- _Work to be completed_
With no omissions, write out every record given below.

- _Excerpted data_
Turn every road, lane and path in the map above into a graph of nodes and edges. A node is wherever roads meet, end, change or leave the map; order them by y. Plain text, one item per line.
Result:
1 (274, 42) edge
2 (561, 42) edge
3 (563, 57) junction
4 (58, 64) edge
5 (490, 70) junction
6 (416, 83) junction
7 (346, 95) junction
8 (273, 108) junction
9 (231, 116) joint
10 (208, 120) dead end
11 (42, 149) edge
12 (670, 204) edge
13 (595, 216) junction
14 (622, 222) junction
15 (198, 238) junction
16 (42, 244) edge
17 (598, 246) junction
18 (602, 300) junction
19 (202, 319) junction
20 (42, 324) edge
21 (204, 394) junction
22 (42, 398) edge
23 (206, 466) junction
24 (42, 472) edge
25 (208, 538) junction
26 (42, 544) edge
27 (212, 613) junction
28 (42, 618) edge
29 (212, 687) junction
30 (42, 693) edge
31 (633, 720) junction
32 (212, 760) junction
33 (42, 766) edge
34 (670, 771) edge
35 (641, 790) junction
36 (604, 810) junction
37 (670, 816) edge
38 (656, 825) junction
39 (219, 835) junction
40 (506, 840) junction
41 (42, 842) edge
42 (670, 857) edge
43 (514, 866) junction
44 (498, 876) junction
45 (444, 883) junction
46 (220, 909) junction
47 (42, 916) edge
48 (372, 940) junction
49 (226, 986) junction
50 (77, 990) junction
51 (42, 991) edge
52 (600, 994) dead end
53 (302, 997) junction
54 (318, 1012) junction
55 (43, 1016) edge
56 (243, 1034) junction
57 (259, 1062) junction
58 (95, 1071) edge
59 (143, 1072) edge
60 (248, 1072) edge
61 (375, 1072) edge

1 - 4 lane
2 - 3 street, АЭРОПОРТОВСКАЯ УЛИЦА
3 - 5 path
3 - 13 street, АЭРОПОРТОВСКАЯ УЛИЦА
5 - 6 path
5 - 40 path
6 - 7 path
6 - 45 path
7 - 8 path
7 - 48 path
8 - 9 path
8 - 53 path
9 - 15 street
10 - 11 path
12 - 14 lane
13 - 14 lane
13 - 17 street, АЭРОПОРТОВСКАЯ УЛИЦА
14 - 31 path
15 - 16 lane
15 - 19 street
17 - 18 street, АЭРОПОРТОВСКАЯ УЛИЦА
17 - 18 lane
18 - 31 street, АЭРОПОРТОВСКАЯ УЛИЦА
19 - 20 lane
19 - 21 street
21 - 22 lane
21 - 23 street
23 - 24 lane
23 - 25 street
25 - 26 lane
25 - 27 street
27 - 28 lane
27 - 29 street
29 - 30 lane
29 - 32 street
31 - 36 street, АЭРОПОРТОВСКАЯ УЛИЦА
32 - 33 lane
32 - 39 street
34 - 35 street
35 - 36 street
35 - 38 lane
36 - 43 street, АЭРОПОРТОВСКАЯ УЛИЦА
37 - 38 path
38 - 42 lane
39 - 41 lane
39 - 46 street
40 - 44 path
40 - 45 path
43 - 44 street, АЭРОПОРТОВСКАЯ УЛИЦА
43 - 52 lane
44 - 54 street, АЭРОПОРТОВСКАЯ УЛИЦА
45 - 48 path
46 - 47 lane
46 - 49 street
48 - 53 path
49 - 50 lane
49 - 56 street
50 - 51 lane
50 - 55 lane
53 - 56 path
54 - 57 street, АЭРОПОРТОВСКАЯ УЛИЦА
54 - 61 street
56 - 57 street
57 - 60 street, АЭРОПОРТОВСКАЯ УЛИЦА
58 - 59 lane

- _Response_
Turn every road, lane and path in the map above into a graph of nodes and edges. A node is wherever roads meet, end, change or leave the map; order them by y. Plain text, one item per line.
Result:
1 (274, 42) edge
2 (561, 42) edge
3 (563, 57) junction
4 (58, 64) edge
5 (490, 70) junction
6 (416, 83) junction
7 (346, 95) junction
8 (273, 108) junction
9 (231, 116) joint
10 (208, 120) dead end
11 (42, 149) edge
12 (670, 204) edge
13 (595, 216) junction
14 (622, 222) junction
15 (198, 238) junction
16 (42, 244) edge
17 (598, 246) junction
18 (602, 300) junction
19 (202, 319) junction
20 (42, 324) edge
21 (204, 394) junction
22 (42, 398) edge
23 (206, 466) junction
24 (42, 472) edge
25 (208, 538) junction
26 (42, 544) edge
27 (212, 613) junction
28 (42, 618) edge
29 (212, 687) junction
30 (42, 693) edge
31 (633, 720) junction
32 (212, 760) junction
33 (42, 766) edge
34 (670, 771) edge
35 (641, 790) junction
36 (604, 810) junction
37 (670, 816) edge
38 (656, 825) junction
39 (219, 835) junction
40 (506, 840) junction
41 (42, 842) edge
42 (670, 857) edge
43 (514, 866) junction
44 (498, 876) junction
45 (444, 883) junction
46 (220, 909) junction
47 (42, 916) edge
48 (372, 940) junction
49 (226, 986) junction
50 (77, 990) junction
51 (42, 991) edge
52 (600, 994) dead end
53 (302, 997) junction
54 (318, 1012) junction
55 (43, 1016) edge
56 (243, 1034) junction
57 (259, 1062) junction
58 (95, 1071) edge
59 (143, 1072) edge
60 (248, 1072) edge
61 (375, 1072) edge

1 - 4 lane
2 - 3 street, АЭРОПОРТОВСКАЯ УЛИЦА
3 - 5 path
3 - 13 street, АЭРОПОРТОВСКАЯ УЛИЦА
5 - 6 path
5 - 40 path
6 - 7 path
6 - 45 path
7 - 8 path
7 - 48 path
8 - 9 path
8 - 53 path
9 - 15 street
10 - 11 path
12 - 14 lane
13 - 14 lane
13 - 17 street, АЭРОПОРТОВСКАЯ УЛИЦА
14 - 31 path
15 - 16 lane
15 - 19 street
17 - 18 street, АЭРОПОРТОВСКАЯ УЛИЦА
17 - 18 lane
18 - 31 street, АЭРОПОРТОВСКАЯ УЛИЦА
19 - 20 lane
19 - 21 street
21 - 22 lane
21 - 23 street
23 - 24 lane
23 - 25 street
25 - 26 lane
25 - 27 street
27 - 28 lane
27 - 29 street
29 - 30 lane
29 - 32 street
31 - 36 street, АЭРОПОРТОВСКАЯ УЛИЦА
32 - 33 lane
32 - 39 street
34 - 35 street
35 - 36 street
35 - 38 lane
36 - 43 street, АЭРОПОРТОВСКАЯ УЛИЦА
37 - 38 path
38 - 42 lane
39 - 41 lane
39 - 46 street
40 - 44 path
40 - 45 path
43 - 44 street, АЭРОПОРТОВСКАЯ УЛИЦА
43 - 52 lane
44 - 54 street, АЭРОПОРТОВСКАЯ УЛИЦА
45 - 48 path
46 - 47 lane
46 - 49 street
48 - 53 path
49 - 50 lane
49 - 56 street
50 - 51 lane
50 - 55 lane
53 - 56 path
54 - 57 street, АЭРОПОРТОВСКАЯ УЛИЦА
54 - 61 street
56 - 57 street
57 - 60 street, АЭРОПОРТОВСКАЯ УЛИЦА
58 - 59 lane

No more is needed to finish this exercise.